Pendant la nuit il vit, aux fentes du tombeau,
Briller quelque clarté, spectacle assez nouveau.
Curieux, il y court, entend de loin la dame
____Remplissant l’air de ses clameurs.
Il entre, est étonné, demande à cette femme
____Pourquoi ces cris, pourquoi ces pleurs,
____Pourquoi cette triste musique,
Pourquoi cette maison noire et mélancolique ?
Occupée à ses pleurs, à peine elle entendit
____Toutes ces demandes frivoles.
____Le mort pour elle y répondit :
____Cet objet, sans autres paroles.
____Disait assez par quel malheur
La dame s’enterrait ainsi toute vivante.
— Nous avons fait serment, ajouta la suivante,
De nous laisser mourir de faim et de douleur.
— Encor que le soldat fût mauvais orateur,
Il leur fit concevoir ce que c’est que la vie.
La dame cette fois eut de l’attention ;
____Et déjà l’autre passion
____Se trouvait un peu ralentie :
Le temps avait agi. — Si la foi du serment,
Poursuivit le soldat, vous défend l’aliment.
____Voyez-moi manger seulement.
Vous n’en mourrez pas moins. — Un tel tempérament
____Ne déplut pas aux deux femelles.
____Conclusion, qu’il obtint d’elles
Une permission d’apporter son soupé :
Ce qu’il fit.
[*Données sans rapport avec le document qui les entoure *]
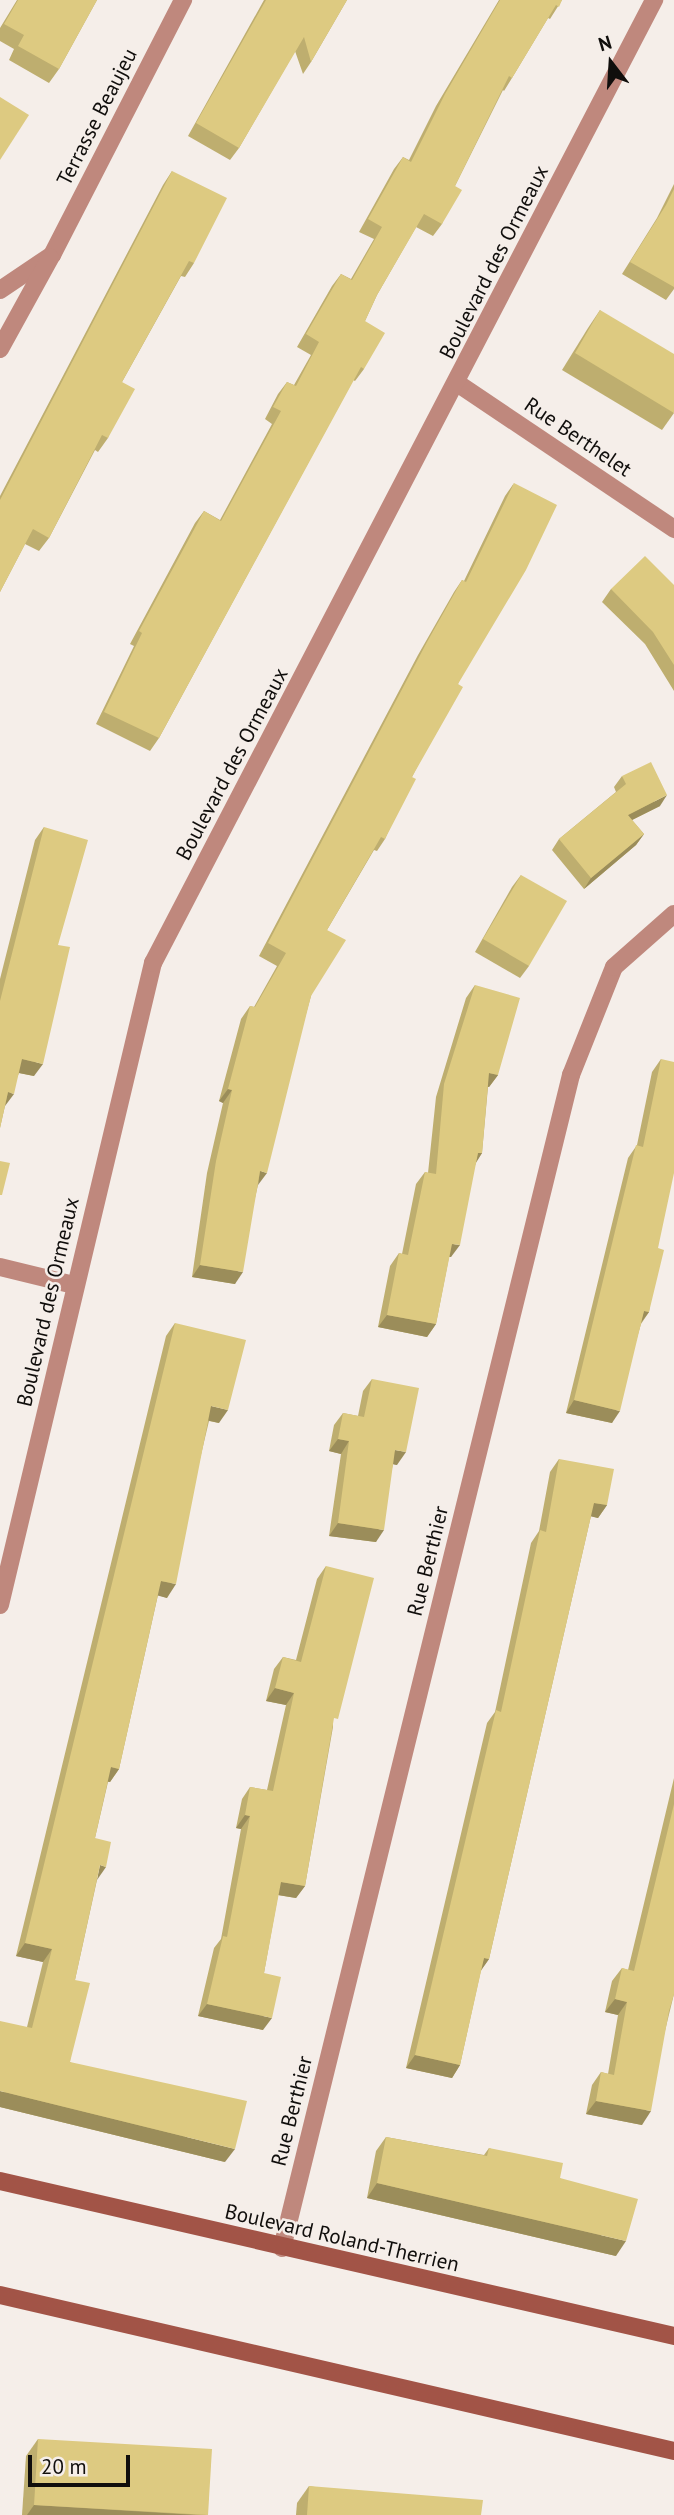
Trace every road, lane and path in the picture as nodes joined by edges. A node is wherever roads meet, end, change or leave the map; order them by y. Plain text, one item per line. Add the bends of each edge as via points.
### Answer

Et l’esclave eut le cœur fort tenté
De renoncer dès lors à la cruelle envie
____De tenir au mort compagnie.
— Madame, ce dit-elle, un penser m’est venu :
Qu’importe à votre époux que vous cessiez de vivre
Croyez-vous que lui-même il fût homme à vous suivre,
Si par votre trépas vous l’aviez prévenu ?
Non, madame ; il voudrait achever sa carrière.
La nôtre sera longue encor si nous voulons.
Se faut-il, à vingt ans, enfermer dans la bière ?
Nous aurons tout loisir d’habiter ces maisons.
On ne meurt que trop tôt : qui nous presse ? attendons.